Cisco announced first quarter fiscal year 2008 financial results. John Chambers, chairman and CEO, and Dennis Powell, executive vice president and CFO, had the following to say regarding the company's results and business outlook.
How would you characterize this quarter?
John Chambers: This quarter was another very strong record quarter with very solid balanced results from a product, geographic and customer segment perspective. Again, it was also another record quarter from a revenue, cash generated from operations, GAAP and non-GAAP net income and earnings per share perspective.
We achieved total record revenue of approximately $9.6B, a 17% year-over-year increase. We are obviously pleased with both the growth on the top and bottom lines, as well as the market share gains.
Order growth was solid with product book to bill at approximately 1, which is typical or even at the higher end of Q1s from the prior six fiscal years. Product orders grew approximately 16% year-over-year.
GAAP net income was $2.2B, representing a 37% increase year-over-year. Non-GAAP net income was a record $2.5B, an increase year-over-year of approximately 31%. GAAP EPS were $0.35 and non-GAAP EPS were a record $0.40, which were increases of 35% and 29% respectively year-over-year.

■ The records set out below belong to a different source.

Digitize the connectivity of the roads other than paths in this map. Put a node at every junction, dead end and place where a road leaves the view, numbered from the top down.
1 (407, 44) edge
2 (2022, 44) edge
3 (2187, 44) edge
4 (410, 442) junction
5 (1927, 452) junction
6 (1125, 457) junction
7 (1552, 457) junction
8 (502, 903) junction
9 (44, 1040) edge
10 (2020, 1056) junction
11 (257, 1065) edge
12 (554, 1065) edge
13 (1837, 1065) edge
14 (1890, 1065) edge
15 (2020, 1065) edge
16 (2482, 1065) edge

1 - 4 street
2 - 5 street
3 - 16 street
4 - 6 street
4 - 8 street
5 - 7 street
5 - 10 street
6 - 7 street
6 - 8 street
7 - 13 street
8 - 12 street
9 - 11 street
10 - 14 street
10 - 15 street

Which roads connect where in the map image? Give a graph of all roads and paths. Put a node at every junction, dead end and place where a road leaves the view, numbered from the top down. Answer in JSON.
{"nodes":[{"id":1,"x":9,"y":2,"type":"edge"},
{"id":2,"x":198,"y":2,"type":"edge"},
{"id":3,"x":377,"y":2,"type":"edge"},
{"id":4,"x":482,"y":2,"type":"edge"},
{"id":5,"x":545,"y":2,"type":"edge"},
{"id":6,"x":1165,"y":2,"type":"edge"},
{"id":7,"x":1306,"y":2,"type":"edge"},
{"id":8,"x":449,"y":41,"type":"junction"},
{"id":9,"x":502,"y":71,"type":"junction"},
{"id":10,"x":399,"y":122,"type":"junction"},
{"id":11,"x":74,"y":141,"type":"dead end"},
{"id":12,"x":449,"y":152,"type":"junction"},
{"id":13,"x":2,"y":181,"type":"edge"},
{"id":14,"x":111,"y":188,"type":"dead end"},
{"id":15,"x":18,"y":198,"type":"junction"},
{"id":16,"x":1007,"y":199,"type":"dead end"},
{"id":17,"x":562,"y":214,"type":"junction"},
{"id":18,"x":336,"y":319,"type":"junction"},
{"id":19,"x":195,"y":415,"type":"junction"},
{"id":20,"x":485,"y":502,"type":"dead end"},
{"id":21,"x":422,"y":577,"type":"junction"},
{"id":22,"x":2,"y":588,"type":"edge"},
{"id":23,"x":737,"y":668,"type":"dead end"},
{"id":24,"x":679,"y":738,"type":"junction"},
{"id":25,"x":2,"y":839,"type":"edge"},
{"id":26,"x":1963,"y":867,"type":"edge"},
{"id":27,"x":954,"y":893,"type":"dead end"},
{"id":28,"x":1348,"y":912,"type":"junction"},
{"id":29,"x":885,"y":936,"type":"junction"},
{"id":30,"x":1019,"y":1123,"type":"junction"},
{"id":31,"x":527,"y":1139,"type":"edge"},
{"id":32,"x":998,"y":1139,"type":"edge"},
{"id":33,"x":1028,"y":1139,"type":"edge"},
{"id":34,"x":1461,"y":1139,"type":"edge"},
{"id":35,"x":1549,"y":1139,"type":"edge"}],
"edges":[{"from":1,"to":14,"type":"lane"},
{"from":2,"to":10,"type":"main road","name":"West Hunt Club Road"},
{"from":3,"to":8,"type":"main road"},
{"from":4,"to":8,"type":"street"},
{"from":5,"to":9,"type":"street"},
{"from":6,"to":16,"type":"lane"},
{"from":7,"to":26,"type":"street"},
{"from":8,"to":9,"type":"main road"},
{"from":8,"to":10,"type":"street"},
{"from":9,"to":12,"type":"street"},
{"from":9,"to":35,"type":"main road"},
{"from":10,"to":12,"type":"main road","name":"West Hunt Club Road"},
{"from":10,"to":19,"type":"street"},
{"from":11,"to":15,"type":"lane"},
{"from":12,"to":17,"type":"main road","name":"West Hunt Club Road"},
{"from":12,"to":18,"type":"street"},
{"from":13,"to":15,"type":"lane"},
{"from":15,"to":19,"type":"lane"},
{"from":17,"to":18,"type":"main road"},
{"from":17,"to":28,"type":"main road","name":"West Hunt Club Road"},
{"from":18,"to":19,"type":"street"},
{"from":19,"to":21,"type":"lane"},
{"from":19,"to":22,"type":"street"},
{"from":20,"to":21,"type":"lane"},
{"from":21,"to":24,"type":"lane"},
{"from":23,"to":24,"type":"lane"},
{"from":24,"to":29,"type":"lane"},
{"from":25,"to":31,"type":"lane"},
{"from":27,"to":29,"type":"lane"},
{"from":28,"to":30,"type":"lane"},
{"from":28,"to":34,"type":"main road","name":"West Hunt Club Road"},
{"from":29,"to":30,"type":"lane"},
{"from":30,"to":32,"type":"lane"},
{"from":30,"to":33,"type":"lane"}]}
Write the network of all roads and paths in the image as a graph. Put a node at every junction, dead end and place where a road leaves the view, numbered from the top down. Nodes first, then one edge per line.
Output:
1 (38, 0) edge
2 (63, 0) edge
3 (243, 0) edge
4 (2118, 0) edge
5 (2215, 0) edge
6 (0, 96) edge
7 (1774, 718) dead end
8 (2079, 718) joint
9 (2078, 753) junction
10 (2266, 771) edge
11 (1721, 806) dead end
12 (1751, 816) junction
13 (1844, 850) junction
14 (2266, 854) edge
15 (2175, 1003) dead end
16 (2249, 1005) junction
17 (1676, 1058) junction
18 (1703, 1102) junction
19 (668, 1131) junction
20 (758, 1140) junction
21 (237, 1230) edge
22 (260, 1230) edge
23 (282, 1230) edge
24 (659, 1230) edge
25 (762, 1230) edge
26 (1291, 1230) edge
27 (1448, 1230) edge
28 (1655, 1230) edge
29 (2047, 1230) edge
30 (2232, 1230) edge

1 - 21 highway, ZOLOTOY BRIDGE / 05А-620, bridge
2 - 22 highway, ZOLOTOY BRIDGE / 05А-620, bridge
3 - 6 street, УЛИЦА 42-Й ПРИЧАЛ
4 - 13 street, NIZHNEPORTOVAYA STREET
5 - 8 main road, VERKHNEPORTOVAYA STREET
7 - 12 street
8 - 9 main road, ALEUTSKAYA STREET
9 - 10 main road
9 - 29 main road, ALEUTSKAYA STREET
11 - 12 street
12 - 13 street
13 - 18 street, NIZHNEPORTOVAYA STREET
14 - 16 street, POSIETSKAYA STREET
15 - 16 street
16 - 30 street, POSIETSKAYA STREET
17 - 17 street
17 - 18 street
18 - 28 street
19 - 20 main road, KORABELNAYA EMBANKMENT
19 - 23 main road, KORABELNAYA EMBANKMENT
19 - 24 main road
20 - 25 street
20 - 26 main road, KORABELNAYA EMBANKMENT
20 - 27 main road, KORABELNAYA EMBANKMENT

Cash generated from operations was $3.1B, our highest level in history. We repurchased $3B of common stock. And we exited the quarter with $24.7B in cash, cash equivalents, and investments, as compared to $22.3B at the end of Q4FY07.
Cisco had another solid quarter of growth. To what do you attribute these results?
John Chambers: If there are two key takeaways from our Q1 results, the first would be again the unique balance in terms of our business models from both a technology and a business architecture perspective. This balance is illustrated across twenty major product families, four key customer segments and four major geographies. This balance has enabled seventeen consecutive quarters in terms of average order growth in the mid teens or better.
Routing revenue grew year-over-year by 18%, switching revenue grew year-over-year by 8%, and total of all of our advanced technologies' revenue grew year-over-year by approximately 27%. Again, in considering our ability to move into new markets and to achieve both growth and profitability, our advanced technologies' revenue contribution to the top line is greater than 20% larger than the revenue contributions from our routing products.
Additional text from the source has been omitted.